そして、彼らは身体的なニーズ、特に寒さ(みんなが元気なのに、いつも「寒い」と言う人を見たことがありませんか?こういう人は間違いなくSP6です)、保護(日焼け止め、手袋、殺虫剤…バッグには必要なものがすべて揃っています)や、感情的なニーズ(責任、約束、孤独、見捨てられること、攻撃性など)から自分を守る必要があります。

タイプ6のサブタイプの中で、SP6は自己管理能力や独立心が最も弱いタイプです。このため、他人の保護に依存するSP6は、見捨てられることへの強い恐怖を感じやすいです。結果として、SP6は常に不信感を抱えており、保護者がいても決して完全に安心することができません。さらに、依存を必要としつつも、過度の依存には危険を感じるため、依存は彼にとってフラストレーションの元になります(依存が衝突の原因となることがあります)。

幼少期、SP6は「自分の自然な衝動や基本的なニーズを満たす自分の能力」に自信を持つための支えを母親から得ることができませんでした。そのため、彼らは母親に全面的に依存し、これらのニーズを満たすことを余儀なくされていたのです。

怯えた表情を見せることもありますが、普段はそれを見せず、内心とは裏腹に柔らかく愛想よくリラックスした表情をしていることが多いです。抑圧された怒りを解き放つのを恐れており(怒りを解放すると、自分の感情や考えが極端に固まり、柔軟性を失ってしまいます)、それが彼らの最も大切にしている安全を危険にさらすことになるため、決断を下すことが非常に難しくなります。SP6が怒りに直面すると、その怒りがSP6の安全を脅かすため、心は混乱し、恐怖がSP6を麻痺させてしまいます。

SP6の中心的な欲求である「温かさ」は、安全で穏やかな状況への憧れであり、感情的な歓迎、静けさ、平和を意味します。

SP6は明らかに恐怖症的な特徴を持つサブタイプです。

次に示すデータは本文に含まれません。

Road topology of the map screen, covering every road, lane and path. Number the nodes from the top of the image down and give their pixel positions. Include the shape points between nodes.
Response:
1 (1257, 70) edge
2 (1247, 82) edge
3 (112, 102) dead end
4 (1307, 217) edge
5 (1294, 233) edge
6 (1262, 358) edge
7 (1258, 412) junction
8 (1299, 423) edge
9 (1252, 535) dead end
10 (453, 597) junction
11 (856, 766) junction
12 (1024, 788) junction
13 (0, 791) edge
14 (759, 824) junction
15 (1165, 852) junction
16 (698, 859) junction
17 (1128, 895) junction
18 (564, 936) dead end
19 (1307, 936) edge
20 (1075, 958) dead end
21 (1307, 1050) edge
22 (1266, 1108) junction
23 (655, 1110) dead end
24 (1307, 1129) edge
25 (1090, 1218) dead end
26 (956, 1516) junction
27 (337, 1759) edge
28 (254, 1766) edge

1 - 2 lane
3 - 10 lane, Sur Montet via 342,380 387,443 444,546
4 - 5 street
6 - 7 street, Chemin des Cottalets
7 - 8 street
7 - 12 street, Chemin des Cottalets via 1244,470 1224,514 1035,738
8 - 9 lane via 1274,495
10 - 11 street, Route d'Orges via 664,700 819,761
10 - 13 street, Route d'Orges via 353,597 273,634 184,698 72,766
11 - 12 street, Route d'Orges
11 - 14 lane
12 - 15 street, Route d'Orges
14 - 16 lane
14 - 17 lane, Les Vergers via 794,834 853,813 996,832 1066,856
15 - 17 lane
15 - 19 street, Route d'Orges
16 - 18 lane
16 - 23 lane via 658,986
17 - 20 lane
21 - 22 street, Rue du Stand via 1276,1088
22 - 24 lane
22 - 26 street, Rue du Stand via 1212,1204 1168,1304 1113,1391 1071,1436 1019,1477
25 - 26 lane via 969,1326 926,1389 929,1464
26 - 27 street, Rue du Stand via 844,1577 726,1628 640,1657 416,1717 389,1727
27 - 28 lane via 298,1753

SP6の特徴的な行動は「他者に向かう」ことであり、タイプ6の三種類のサブタイプの中でも最も感情的なタイプです。

ドン・リソ、ラス・ハドソン

Don Riso and Russ Hudson (1999),The Wisdom of the Enneagram: The Complete Guide to Psychological and Spiritual Growth for the Nine Personality Types

タイプ6(自己保存本能)

責任。健全度が平均的な範囲では、SP6は相互責任を通じて安全を築き、生存への不安を和らげようと懸命に努力します。彼らは他者からの返礼を期待しながら、奉仕や献身を提供します。SP6は安全なパートナーシップを求めていますが、友人を作るには時間がかかる傾向があります。他者をじっくり観察し、その人が信頼に値し、本当に「自分の味方」であるかどうかを確認します。SP6は、SX6やSO6に比べて家庭的であり、家庭生活の安定を維持することに大きな関心を持っています。彼らは請求書、税金、保険など、家庭における安全の必要性をしばしば担当します。

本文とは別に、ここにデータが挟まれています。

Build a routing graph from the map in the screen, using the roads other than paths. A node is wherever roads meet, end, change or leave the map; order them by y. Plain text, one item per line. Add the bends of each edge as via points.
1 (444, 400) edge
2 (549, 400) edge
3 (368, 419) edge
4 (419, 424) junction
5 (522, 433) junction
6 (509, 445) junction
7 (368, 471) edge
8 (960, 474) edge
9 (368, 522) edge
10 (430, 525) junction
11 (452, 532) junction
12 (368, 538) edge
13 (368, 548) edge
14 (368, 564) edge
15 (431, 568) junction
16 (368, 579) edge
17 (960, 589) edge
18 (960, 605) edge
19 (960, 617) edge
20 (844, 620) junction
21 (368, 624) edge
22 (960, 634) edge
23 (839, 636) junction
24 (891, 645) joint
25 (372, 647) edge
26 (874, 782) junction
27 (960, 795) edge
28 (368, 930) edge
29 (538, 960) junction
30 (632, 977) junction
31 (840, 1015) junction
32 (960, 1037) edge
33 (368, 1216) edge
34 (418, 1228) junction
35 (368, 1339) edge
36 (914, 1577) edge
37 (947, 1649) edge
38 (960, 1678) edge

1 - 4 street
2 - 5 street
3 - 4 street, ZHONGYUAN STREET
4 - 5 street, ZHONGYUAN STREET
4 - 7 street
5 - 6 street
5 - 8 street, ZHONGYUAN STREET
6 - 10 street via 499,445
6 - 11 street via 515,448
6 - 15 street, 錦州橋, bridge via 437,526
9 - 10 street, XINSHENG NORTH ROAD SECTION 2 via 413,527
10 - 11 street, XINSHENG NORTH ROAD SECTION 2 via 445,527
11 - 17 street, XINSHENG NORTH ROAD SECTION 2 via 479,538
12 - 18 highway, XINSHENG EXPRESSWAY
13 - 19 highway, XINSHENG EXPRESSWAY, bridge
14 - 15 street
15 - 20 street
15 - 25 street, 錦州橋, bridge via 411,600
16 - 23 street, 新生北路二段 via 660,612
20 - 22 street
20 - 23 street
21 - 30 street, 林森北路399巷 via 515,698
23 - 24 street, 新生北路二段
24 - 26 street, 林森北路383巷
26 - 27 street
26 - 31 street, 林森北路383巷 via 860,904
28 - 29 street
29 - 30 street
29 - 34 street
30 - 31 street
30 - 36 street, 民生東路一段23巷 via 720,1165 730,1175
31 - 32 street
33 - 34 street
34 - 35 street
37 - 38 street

SP6は、不安や助けを求める気持ちを隠すのが得意ではありません。むしろ、それらを利用して味方や支援者を得る場合もあります。脆弱さを見せることで、他者からの助けを引き出すことができるのです。彼らは些細なことを心配しがちで、それが最悪のシナリオを想像する癖や破滅的な思考につながることもあります(例:「家賃が5日遅れている?絶対に立ち退きを命じられる!」)。SP6は通常倹約家であり、金銭面に関して非常に多くの心配を抱きます。リソースをめぐって他者と対立することもよくあります。

不健全なSP6は、他者との絆や現在の生活基盤、安全感を与える状況に極端にしがみつきやすく、依存的で、パニック状態に陥りやすいです。彼らはサポートがないことへの恐怖から、悪い結婚生活や過度にストレスの多い仕事といった厳しい状況から、抜け出せなくなります。また、非常に強い不安から人間関係に固執することで、結局は絆を築きたいと望んでいた相手を遠ざけてしまうこともあります。被害妄想が彼らをさらに攻撃的にさせることもあります。危険を誇張し、「敵」に攻撃を仕掛けて、誰も自分を脅かせないようにしようとするのです。しかし皮肉にも、こうした行動が結果的に彼ら自身の安全システムを破壊してしまうことがよくあります。